Top of DATA PROVIDED
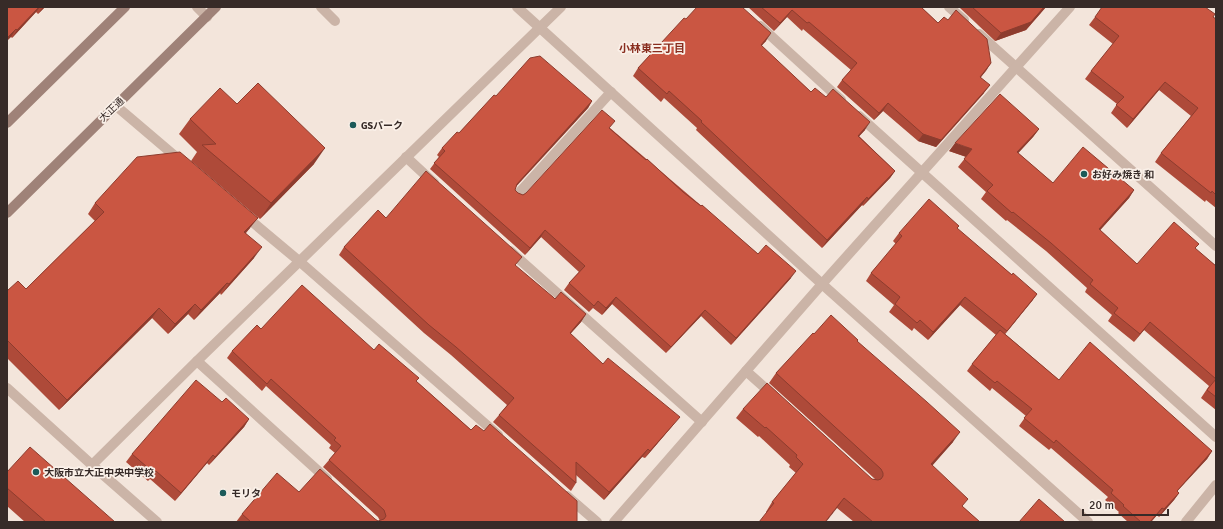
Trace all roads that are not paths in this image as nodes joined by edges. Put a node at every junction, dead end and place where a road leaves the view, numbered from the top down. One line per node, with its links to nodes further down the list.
1 (125, 7): 16 (main road)
2 (197, 7): 9 (street)
3 (216, 7): 9 (main road, 大正通)
4 (321, 7): 11 (street)
5 (517, 7): 12 (street)
6 (561, 7): 12 (street)
7 (949, 7): 13 (street)
8 (1070, 7): 13 (street)
9 (207, 17): 15 (main road, 大正通)
10 (750, 18): 19 (street)
11 (335, 20)
12 (540, 28): 14 (street); 17 (street)
13 (1015, 68): 19 (street); 25 (street)
14 (611, 92): 21 (street); 27 (street)
15 (115, 105): 18 (street); 23 (main road, 大正通)
16 (7, 123)
17 (406, 157): 20 (street); 26 (street)
18 (191, 169)
19 (922, 173): 27 (street); 33 (street)
20 (442, 189)
21 (517, 195)
22 (239, 210): 26 (street)
23 (7, 213)
24 (501, 242): 32 (street)
25 (1216, 246)
26 (299, 261): 28 (street); 34 (street)
27 (822, 284): 29 (street); 42 (street)
28 (197, 361): 35 (street); 36 (street)
29 (746, 370): 31 (street); 32 (street)
30 (7, 388): 35 (street)
31 (780, 401)
32 (702, 422): 41 (street)
33 (1216, 437)
34 (508, 444)
35 (92, 465): 39 (street)
36 (332, 484)
37 (1216, 485): 43 (street)
38 (562, 491): 40 (street)
39 (157, 522)
40 (597, 522)
41 (614, 522)
42 (1088, 522)
43 (1186, 522)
Bottom of DATA PROVIDED
ASSIGNMENT:
Repeat every record above exactly. The pictures do not belong in the copy.

SOLUTION:
Trace all roads that are not paths in this image as nodes joined by edges. Put a node at every junction, dead end and place where a road leaves the view, numbered from the top down. One line per node, with its links to nodes further down the list.
1 (125, 7): 16 (main road)
2 (197, 7): 9 (street)
3 (216, 7): 9 (main road, 大正通)
4 (321, 7): 11 (street)
5 (517, 7): 12 (street)
6 (561, 7): 12 (street)
7 (949, 7): 13 (street)
8 (1070, 7): 13 (street)
9 (207, 17): 15 (main road, 大正通)
10 (750, 18): 19 (street)
11 (335, 20)
12 (540, 28): 14 (street); 17 (street)
13 (1015, 68): 19 (street); 25 (street)
14 (611, 92): 21 (street); 27 (street)
15 (115, 105): 18 (street); 23 (main road, 大正通)
16 (7, 123)
17 (406, 157): 20 (street); 26 (street)
18 (191, 169)
19 (922, 173): 27 (street); 33 (street)
20 (442, 189)
21 (517, 195)
22 (239, 210): 26 (street)
23 (7, 213)
24 (501, 242): 32 (street)
25 (1216, 246)
26 (299, 261): 28 (street); 34 (street)
27 (822, 284): 29 (street); 42 (street)
28 (197, 361): 35 (street); 36 (street)
29 (746, 370): 31 (street); 32 (street)
30 (7, 388): 35 (street)
31 (780, 401)
32 (702, 422): 41 (street)
33 (1216, 437)
34 (508, 444)
35 (92, 465): 39 (street)
36 (332, 484)
37 (1216, 485): 43 (street)
38 (562, 491): 40 (street)
39 (157, 522)
40 (597, 522)
41 (614, 522)
42 (1088, 522)
43 (1186, 522)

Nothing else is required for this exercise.